Task brief » The expected response is the full listing, retyped exactly, without its images.

Records for this exercise »
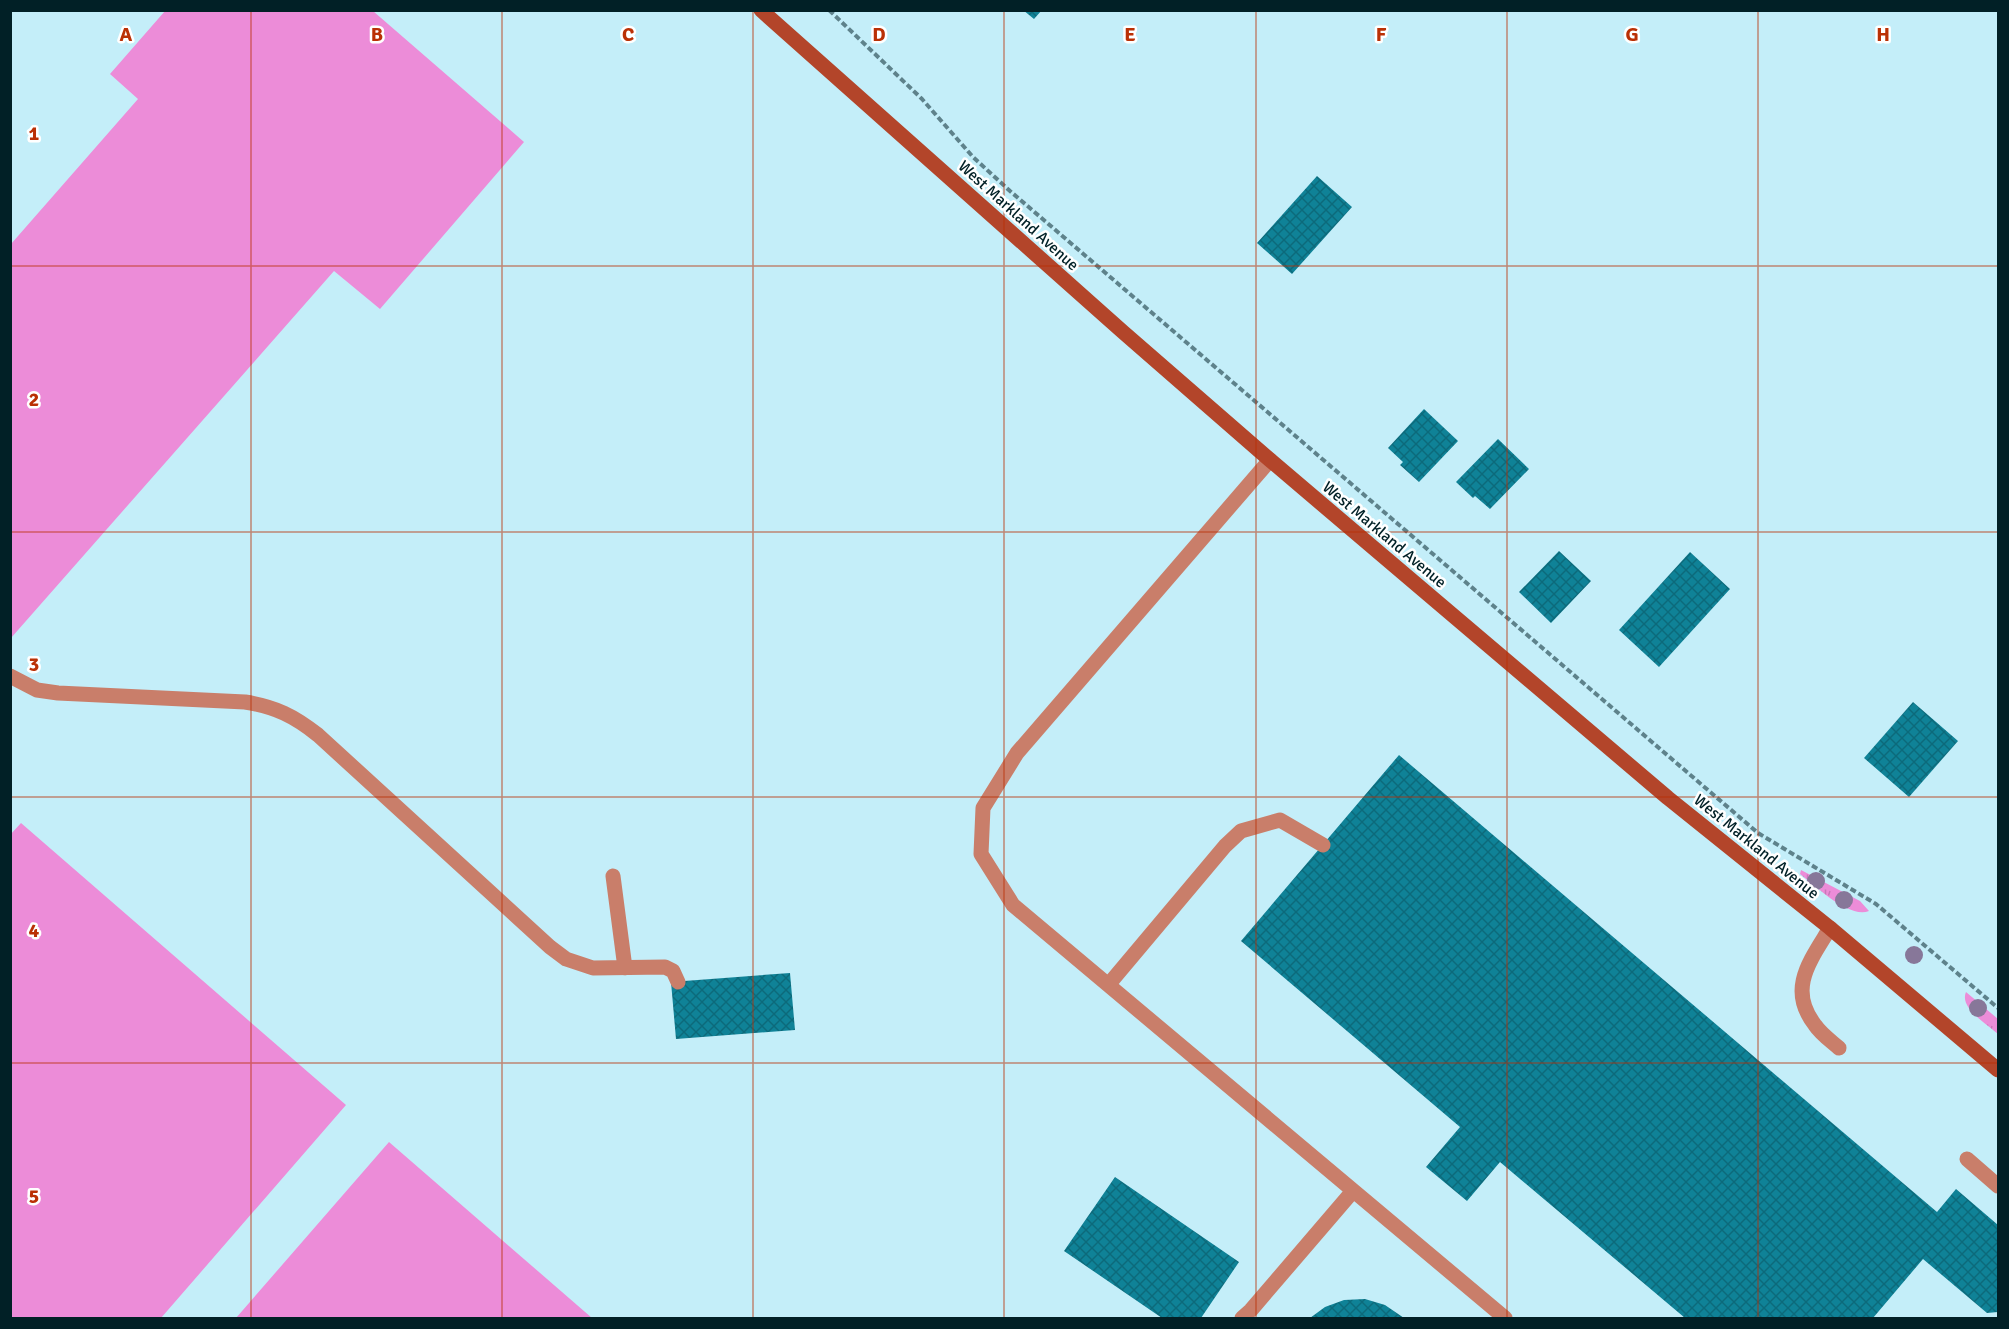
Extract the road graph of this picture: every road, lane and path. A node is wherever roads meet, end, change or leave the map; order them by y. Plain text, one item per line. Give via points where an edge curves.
1 (829, 10) edge
2 (765, 12) edge
3 (1270, 460) junction
4 (10, 676) edge
5 (1323, 845) dead end
6 (614, 876) dead end
7 (1830, 928) junction
8 (625, 968) junction
9 (678, 982) dead end
10 (1108, 984) junction
11 (1998, 1008) edge
12 (1839, 1048) dead end
13 (1998, 1070) edge
14 (1968, 1159) dead end
15 (1998, 1186) edge
16 (1353, 1191) junction
17 (1242, 1318) edge
18 (1504, 1318) edge

1 - 11 path via 1010,191 1749,825 1876,904
2 - 3 main road, West Markland Avenue
3 - 7 main road, West Markland Avenue via 1668,798
3 - 10 lane via 1017,753 982,808 981,854 1013,905
4 - 8 lane via 37,690 58,693 245,702 283,711 318,735 550,947 580,965
5 - 10 lane via 1280,820 1241,831
6 - 8 lane
7 - 12 lane via 1804,971 1801,991 1805,1009 1816,1027
7 - 13 main road, West Markland Avenue
8 - 9 lane via 665,967 673,971
10 - 16 lane
14 - 15 lane
16 - 17 lane
16 - 18 lane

Written answer »
Extract the road graph of this picture: every road, lane and path. A node is wherever roads meet, end, change or leave the map; order them by y. Plain text, one item per line. Give via points where an edge curves.
1 (829, 10) edge
2 (765, 12) edge
3 (1270, 460) junction
4 (10, 676) edge
5 (1323, 845) dead end
6 (614, 876) dead end
7 (1830, 928) junction
8 (625, 968) junction
9 (678, 982) dead end
10 (1108, 984) junction
11 (1998, 1008) edge
12 (1839, 1048) dead end
13 (1998, 1070) edge
14 (1968, 1159) dead end
15 (1998, 1186) edge
16 (1353, 1191) junction
17 (1242, 1318) edge
18 (1504, 1318) edge

1 - 11 path via 1010,191 1749,825 1876,904
2 - 3 main road, West Markland Avenue
3 - 7 main road, West Markland Avenue via 1668,798
3 - 10 lane via 1017,753 982,808 981,854 1013,905
4 - 8 lane via 37,690 58,693 245,702 283,711 318,735 550,947 580,965
5 - 10 lane via 1280,820 1241,831
6 - 8 lane
7 - 12 lane via 1804,971 1801,991 1805,1009 1816,1027
7 - 13 main road, West Markland Avenue
8 - 9 lane via 665,967 673,971
10 - 16 lane
14 - 15 lane
16 - 17 lane
16 - 18 lane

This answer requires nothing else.